Two and a half years ago today, on April 17, the darkest corners of my overactive imagination succeeded in trouncing the light, enveloping me in a new reality. That Saturday, my 66-year-old father entered the hospital for emergency abdominal surgery and never came home again.
He had undergone a somewhat routine colonoscopy the day before because he had been having some health issues over the past couple of months. A few polyps were found and removed, again fairly routine. The routine stopped when he spent the night doubled over in pain and went to the ER in the morning on the advice of his friend, a doctor.
I was already worried late that morning when I hadn’t gotten a response to an email to my mother, because worrying is what I do. Wednesday’s child is full of woe, right? Not surprisingly I was born on a Wednesday, and I have suffered the burden of worrying about my family, friends and just about anything, for as long as I can remember. Woe is me.
He was tested and prodded by numerous healthcare professionals and, indeed, at one point was given the ok to go home.

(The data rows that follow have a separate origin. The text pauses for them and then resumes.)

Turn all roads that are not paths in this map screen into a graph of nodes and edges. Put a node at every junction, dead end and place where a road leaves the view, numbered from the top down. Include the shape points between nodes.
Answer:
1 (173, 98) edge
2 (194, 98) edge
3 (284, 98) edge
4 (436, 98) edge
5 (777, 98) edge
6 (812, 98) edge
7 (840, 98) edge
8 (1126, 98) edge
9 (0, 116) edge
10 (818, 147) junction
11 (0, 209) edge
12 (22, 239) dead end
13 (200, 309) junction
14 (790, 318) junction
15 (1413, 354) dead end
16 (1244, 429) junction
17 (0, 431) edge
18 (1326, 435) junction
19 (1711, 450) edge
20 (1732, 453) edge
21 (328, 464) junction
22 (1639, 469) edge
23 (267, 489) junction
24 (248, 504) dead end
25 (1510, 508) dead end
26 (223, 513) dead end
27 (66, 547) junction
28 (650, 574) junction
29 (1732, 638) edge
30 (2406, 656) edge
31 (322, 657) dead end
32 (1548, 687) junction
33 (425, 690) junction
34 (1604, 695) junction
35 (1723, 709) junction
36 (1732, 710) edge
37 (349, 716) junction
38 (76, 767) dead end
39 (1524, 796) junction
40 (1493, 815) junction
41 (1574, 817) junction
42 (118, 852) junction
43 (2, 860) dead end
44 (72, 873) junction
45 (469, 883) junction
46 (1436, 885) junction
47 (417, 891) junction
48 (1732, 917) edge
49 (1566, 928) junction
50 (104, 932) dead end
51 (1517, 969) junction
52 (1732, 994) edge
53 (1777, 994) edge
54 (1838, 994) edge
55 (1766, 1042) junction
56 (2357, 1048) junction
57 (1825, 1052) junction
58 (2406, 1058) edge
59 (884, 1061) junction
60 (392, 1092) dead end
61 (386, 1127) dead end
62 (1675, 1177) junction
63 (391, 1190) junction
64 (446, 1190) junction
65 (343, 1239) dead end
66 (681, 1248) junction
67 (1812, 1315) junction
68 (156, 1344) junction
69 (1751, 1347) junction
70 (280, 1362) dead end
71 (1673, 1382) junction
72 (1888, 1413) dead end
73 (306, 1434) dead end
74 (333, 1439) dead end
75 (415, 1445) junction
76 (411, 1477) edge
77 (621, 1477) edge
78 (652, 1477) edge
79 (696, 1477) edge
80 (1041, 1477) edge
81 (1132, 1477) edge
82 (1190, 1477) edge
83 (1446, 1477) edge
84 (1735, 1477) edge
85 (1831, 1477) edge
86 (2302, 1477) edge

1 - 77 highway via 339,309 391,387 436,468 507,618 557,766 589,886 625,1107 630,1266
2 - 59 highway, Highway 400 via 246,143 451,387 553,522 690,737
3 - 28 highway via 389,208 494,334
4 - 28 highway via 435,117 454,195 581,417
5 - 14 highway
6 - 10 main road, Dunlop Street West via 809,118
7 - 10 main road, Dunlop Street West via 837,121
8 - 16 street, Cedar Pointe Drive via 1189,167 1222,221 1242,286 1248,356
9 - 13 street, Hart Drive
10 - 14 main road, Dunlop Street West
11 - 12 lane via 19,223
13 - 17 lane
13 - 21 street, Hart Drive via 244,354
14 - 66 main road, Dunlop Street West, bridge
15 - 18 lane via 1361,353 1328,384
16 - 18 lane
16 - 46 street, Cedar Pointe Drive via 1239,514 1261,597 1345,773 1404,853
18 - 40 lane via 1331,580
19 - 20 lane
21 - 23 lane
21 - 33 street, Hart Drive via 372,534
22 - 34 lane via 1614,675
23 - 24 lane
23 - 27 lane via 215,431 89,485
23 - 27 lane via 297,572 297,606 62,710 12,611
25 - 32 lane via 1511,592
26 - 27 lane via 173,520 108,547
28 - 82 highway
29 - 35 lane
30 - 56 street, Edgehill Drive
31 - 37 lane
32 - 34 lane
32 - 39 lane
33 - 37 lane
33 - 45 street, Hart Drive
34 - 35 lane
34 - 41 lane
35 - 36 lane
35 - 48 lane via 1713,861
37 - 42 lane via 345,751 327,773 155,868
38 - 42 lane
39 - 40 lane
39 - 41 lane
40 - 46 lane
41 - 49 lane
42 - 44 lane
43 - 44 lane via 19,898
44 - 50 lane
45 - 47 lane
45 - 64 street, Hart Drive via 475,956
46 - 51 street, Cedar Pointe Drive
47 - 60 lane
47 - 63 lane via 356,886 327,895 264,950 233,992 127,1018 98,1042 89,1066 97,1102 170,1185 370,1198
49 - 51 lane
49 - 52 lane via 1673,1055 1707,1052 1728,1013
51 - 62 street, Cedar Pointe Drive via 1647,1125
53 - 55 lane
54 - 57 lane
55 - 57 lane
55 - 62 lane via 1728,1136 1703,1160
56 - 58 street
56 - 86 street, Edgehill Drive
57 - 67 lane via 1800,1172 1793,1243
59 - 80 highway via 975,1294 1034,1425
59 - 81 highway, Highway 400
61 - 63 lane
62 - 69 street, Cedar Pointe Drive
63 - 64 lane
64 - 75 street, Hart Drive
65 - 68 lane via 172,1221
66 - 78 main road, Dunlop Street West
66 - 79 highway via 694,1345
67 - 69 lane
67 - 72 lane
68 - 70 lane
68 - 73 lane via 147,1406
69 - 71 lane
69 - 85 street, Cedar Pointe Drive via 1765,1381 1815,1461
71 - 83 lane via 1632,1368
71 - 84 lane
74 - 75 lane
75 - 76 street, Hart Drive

The last doctor to meet him, however, wanted one last check of his x-rays before sending him on his way. And thank God he did because he saw the hole that was put in my father’s intestine by the colonoscopy the day before. Evidently the other doctors didn’t see it or were looking at the wrong films. This didn’t instill in us a lot of confidence in this hospital, of course, but we were thankful that he was ushered into the surgery to close the hole and make him one again.
The problem was, he didn’t come out whole. In fact, I never really saw my father as a complete happy, healthy, joyful man again.
2 thoughts on “The Beginning of the End”
Just went through a similar thing.
Barrett, I’m so sorry to hear that. It’s truly awful to lose a parent in this way.